Advanced tuning: Data streams optimizer

Fabric tuning Data streams optimizer

Finding a Balance Between Real-Time Performance and Power Consumption

It’s always a challenge to meet workload-specific, real-time performance requirements without overprovisioning the best-effort capabilities and power consumption of a system.

The data stream optimizer addresses this problem with a three-level-platform fine-tuning strategy that systematically reduces worst-case execution time using an iterative process of elimination. It accomplishes this by eliminating the highest source of jitter then validating whether those optimizations were sufficient to meet workload requirements. The data streams optimizer repeats the process until success or failure occurs. In this instance, failure suggests that the hard limits of the processor have been exceeded.

Supported Data Streams

The data streams optimizer tunes the platform to meet specified requirements for the following data streams.

Get more information on data streams

Data Stream Description
PCIe from Memory (Reads) PCIe device reading data from a memory buffer.
PCIe to Memory (Writes) PCIe device writing data to a memory buffer.
Core from PCIe (MMIO Reads) Processor core reading data from a PCIe endpoint.
Core from PCIe (PCIe MSI) Processor core responding to a message signaled interrupt (MSI) generated by a PCIe endpoint.
Core to PCIe (MMIO Writes) Processor core writing data to a Memory-Mapped I/O (MMIO) space region on a PCIe device.

 

Below is an example of “core-from-PCIe stream” requirements file.

Figure 3: Example of Requirements File

Run a Data Streams Optimization Sample Demo

Follow these steps to experience the data streams optimizer and see firsthand the benefit of fine-grained tuning.

  1. Read about the data streams optimizer and developer workflow overview for an introduction to important concepts.
  2. Read the scenario for the sample demo.
  3. Begin the MRL setup by configuring the hardware and making sure the real-time kernel is running on the target.
  4. Run the MRL workload on the untuned system to get the baseline latency measurement.
  5. Start the preproduction phase and generate a tuning configuration.

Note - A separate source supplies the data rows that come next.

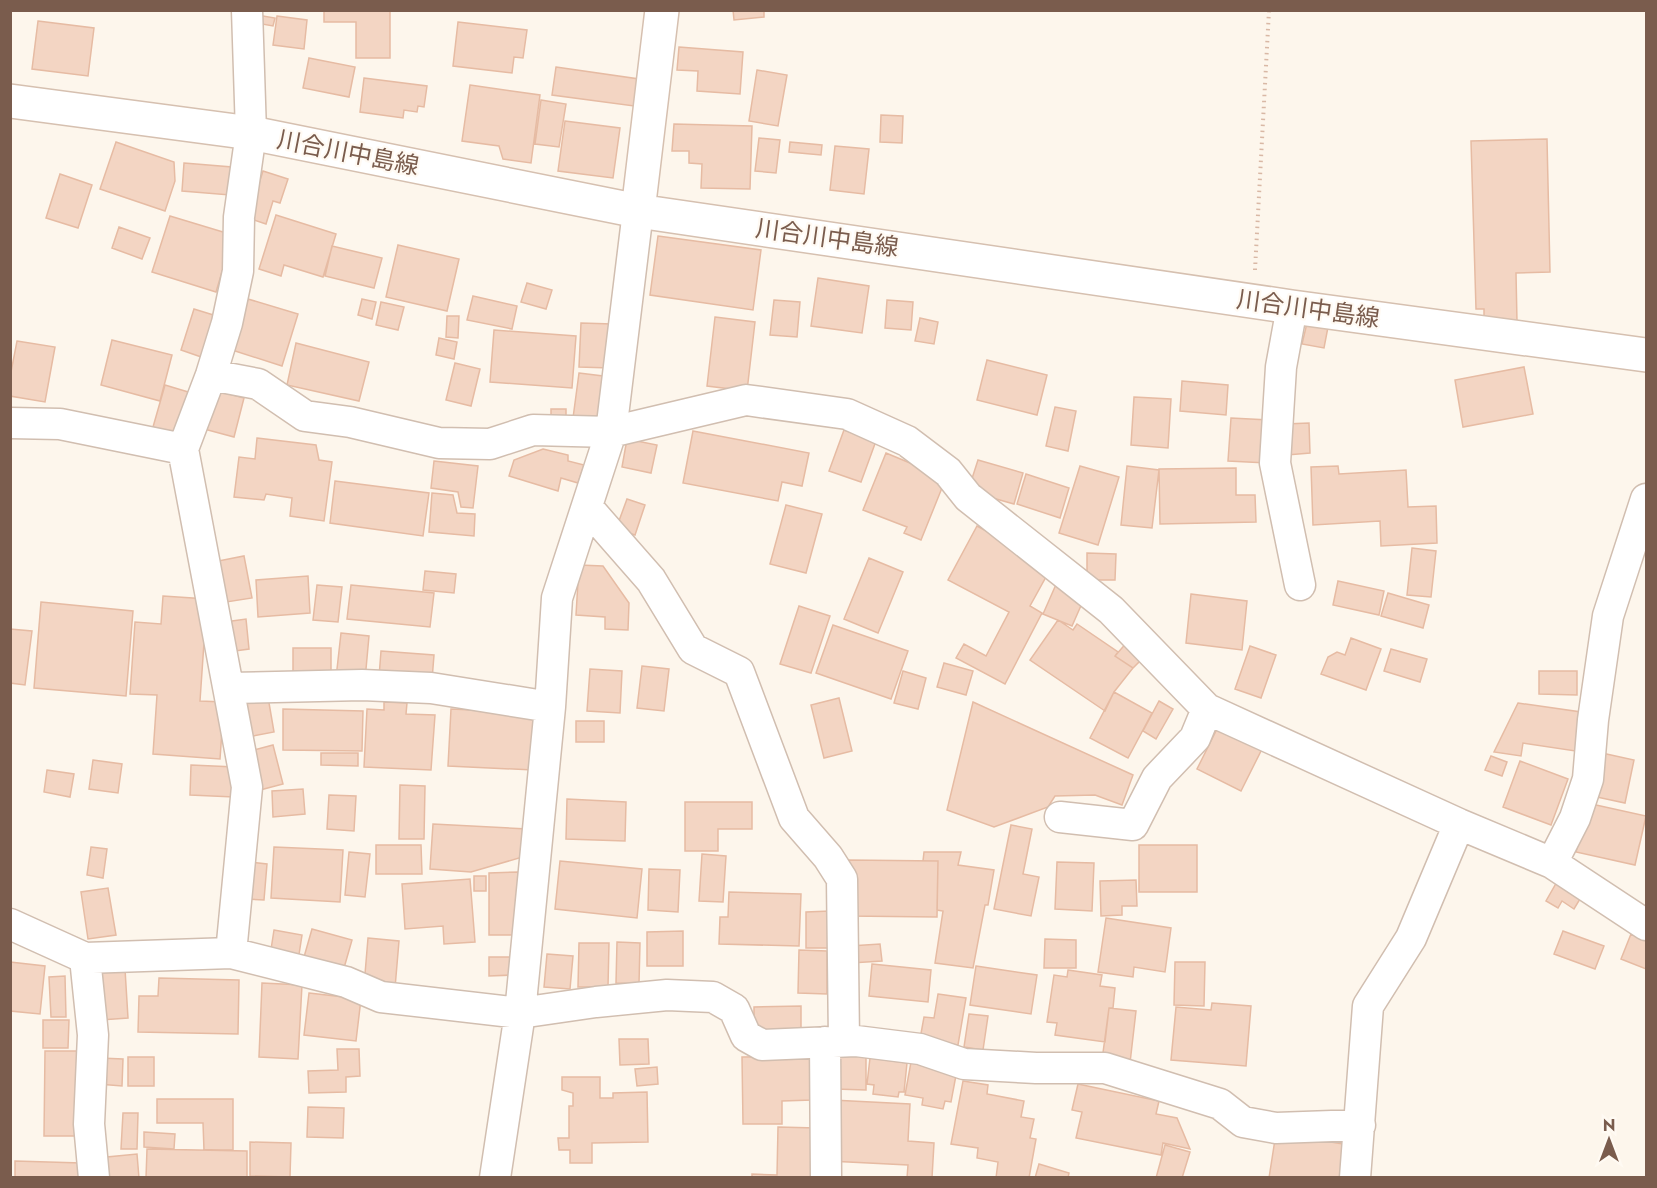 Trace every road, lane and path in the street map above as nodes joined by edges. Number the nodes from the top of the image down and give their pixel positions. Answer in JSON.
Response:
{"nodes":[{"id":1,"x":247,"y":10,"type":"edge"},
{"id":2,"x":662,"y":10,"type":"edge"},
{"id":3,"x":1269,"y":10,"type":"edge"},
{"id":4,"x":10,"y":101,"type":"edge"},
{"id":5,"x":251,"y":133,"type":"junction"},
{"id":6,"x":638,"y":211,"type":"junction"},
{"id":7,"x":1254,"y":301,"type":"junction"},
{"id":8,"x":1292,"y":307,"type":"junction"},
{"id":9,"x":1647,"y":355,"type":"edge"},
{"id":10,"x":211,"y":375,"type":"junction"},
{"id":11,"x":10,"y":423,"type":"edge"},
{"id":12,"x":611,"y":432,"type":"junction"},
{"id":13,"x":183,"y":449,"type":"junction"},
{"id":14,"x":1647,"y":499,"type":"edge"},
{"id":15,"x":587,"y":507,"type":"junction"},
{"id":16,"x":1300,"y":585,"type":"dead end"},
{"id":17,"x":229,"y":688,"type":"junction"},
{"id":18,"x":550,"y":706,"type":"junction"},
{"id":19,"x":1207,"y":709,"type":"junction"},
{"id":20,"x":1060,"y":817,"type":"dead end"},
{"id":21,"x":1459,"y":824,"type":"junction"},
{"id":22,"x":1552,"y":863,"type":"junction"},
{"id":23,"x":10,"y":924,"type":"edge"},
{"id":24,"x":1647,"y":925,"type":"edge"},
{"id":25,"x":231,"y":953,"type":"junction"},
{"id":26,"x":85,"y":958,"type":"junction"},
{"id":27,"x":520,"y":1013,"type":"junction"},
{"id":28,"x":834,"y":1042,"type":"junction"},
{"id":29,"x":1360,"y":1125,"type":"junction"},
{"id":30,"x":94,"y":1178,"type":"edge"},
{"id":31,"x":495,"y":1178,"type":"edge"},
{"id":32,"x":826,"y":1178,"type":"edge"},
{"id":33,"x":1355,"y":1178,"type":"edge"}],
"edges":[{"from":1,"to":5,"type":"street"},
{"from":2,"to":6,"type":"main road"},
{"from":3,"to":7,"type":"path"},
{"from":4,"to":5,"type":"main road","name":"川合川中島線"},
{"from":5,"to":6,"type":"main road","name":"川合川中島線"},
{"from":5,"to":10,"type":"street"},
{"from":6,"to":7,"type":"main road","name":"川合川中島線"},
{"from":6,"to":12,"type":"street"},
{"from":7,"to":8,"type":"main road","name":"川合川中島線"},
{"from":8,"to":9,"type":"main road","name":"川合川中島線"},
{"from":8,"to":16,"type":"street"},
{"from":10,"to":12,"type":"street"},
{"from":10,"to":13,"type":"street"},
{"from":11,"to":13,"type":"street"},
{"from":12,"to":15,"type":"street"},
{"from":12,"to":19,"type":"street"},
{"from":13,"to":17,"type":"street"},
{"from":14,"to":22,"type":"street"},
{"from":15,"to":18,"type":"street"},
{"from":15,"to":28,"type":"street"},
{"from":17,"to":18,"type":"street"},
{"from":17,"to":25,"type":"street"},
{"from":18,"to":27,"type":"street"},
{"from":19,"to":20,"type":"street"},
{"from":19,"to":21,"type":"street"},
{"from":21,"to":22,"type":"street"},
{"from":21,"to":29,"type":"street"},
{"from":22,"to":24,"type":"street"},
{"from":23,"to":26,"type":"street"},
{"from":25,"to":26,"type":"street"},
{"from":25,"to":27,"type":"street"},
{"from":26,"to":30,"type":"street"},
{"from":27,"to":28,"type":"street"},
{"from":27,"to":31,"type":"street"},
{"from":28,"to":29,"type":"street"},
{"from":28,"to":32,"type":"street"},
{"from":29,"to":33,"type":"street"}]}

Walk through the data streams optimizer preproduction steps. The tool tunes the system and shows a performance improvement.
  6. Enter the production phase and apply tuning configuration. Walk through the data streams optimizer production steps.

Figure 4: DSO Pre-production Tuning in Progress

Figure 5: Example of tuning configuration failed workload validation

Figure 6: DSO running different tuning configuration file

Figure 7: Example of tuning configuration passed workload validation

Discover All the Intel® TCC Tools Features

Intel® TCC Tools includes another tuning capability that optimizes the system for real-time applications—cache allocation tools via the cache allocation library and cache configurator. Cache allocation helps reduce hotspots—areas in your real-time application’s code that are the most latency sensitive—by optimizing or reducing access time to memory objects with high amounts of misses.

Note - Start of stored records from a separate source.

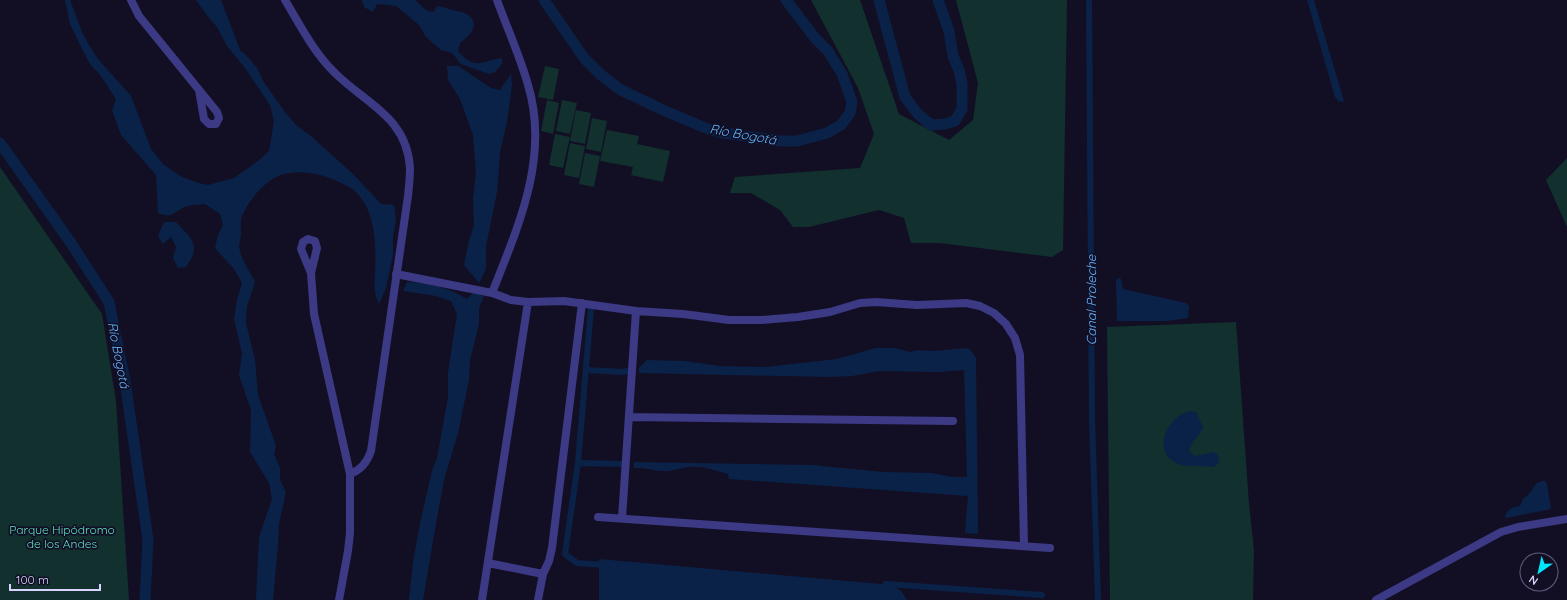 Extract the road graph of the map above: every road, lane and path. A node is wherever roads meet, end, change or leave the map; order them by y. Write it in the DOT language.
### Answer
graph roads {
  1 [pos="131,0"];
  2 [pos="285,0"];
  3 [pos="496,0"];
  4 [pos="199,90"];
  5 [pos="311,273"];
  6 [pos="396,274"];
  7 [pos="492,293"];
  8 [pos="528,302"];
  9 [pos="582,303"];
  10 [pos="636,311"];
  11 [pos="629,417"];
  12 [pos="953,421"];
  13 [pos="350,474"];
  14 [pos="598,517"];
  15 [pos="622,518"];
  16 [pos="1567,518"];
  17 [pos="1024,546"];
  18 [pos="1050,548"];
  19 [pos="488,563"];
  20 [pos="544,574"];
  21 [pos="339,600"];
  22 [pos="482,600"];
  23 [pos="538,600"];
  24 [pos="1376,600"];
  1 -- 4 [label="street"];
  2 -- 6 [label="street"];
  3 -- 7 [label="street"];
  5 -- 13 [label="street"];
  6 -- 7 [label="street"];
  6 -- 13 [label="street"];
  7 -- 8 [label="street"];
  8 -- 9 [label="street"];
  8 -- 19 [label="street"];
  9 -- 10 [label="street"];
  9 -- 20 [label="street"];
  10 -- 11 [label="street"];
  10 -- 17 [label="street"];
  11 -- 12 [label="street"];
  11 -- 15 [label="street"];
  13 -- 21 [label="street"];
  14 -- 15 [label="street"];
  15 -- 17 [label="street"];
  16 -- 24 [label="street"];
  17 -- 18 [label="street"];
  19 -- 20 [label="street"];
  19 -- 22 [label="street"];
  20 -- 23 [label="street"];
}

Intel® TCC Tools also offers auxiliary capabilities so you can check the configuration of your real-time system, understand bottlenecks in your code, or learn about time synchronization techniques. Auxiliary capabilities include:

  • Measurement library: A set of C APIs that help analyze different aspects of your application’s performance and identify bottlenecks.
  • Real-time readiness checker: A command-line tool that checks the many attributes that may affect real-time performance, such as processor model, BIOS version, BIOS settings, and other dependencies.
  • Time synchronization sample applications:
    • ​Time-aware general-purpose input/output (GPIO) sample applications: Applications that explore the basics of using hardware-assisted time synchronization on GPIO pins and its advantages over normal software-controlled GPIO.
    • Ethernet timestamps sample application: Applications that show the accuracy of hardware-assisted cross-timestamping between the system and network controller clocks, which allows the application to extend precise time synchronization to other devices on the network beyond the compute node.
    • Real-time communication demo: A set of example programs and scripts that demonstrate the benefit of combining the cache allocation library with Time-Sensitive Networking (TSN).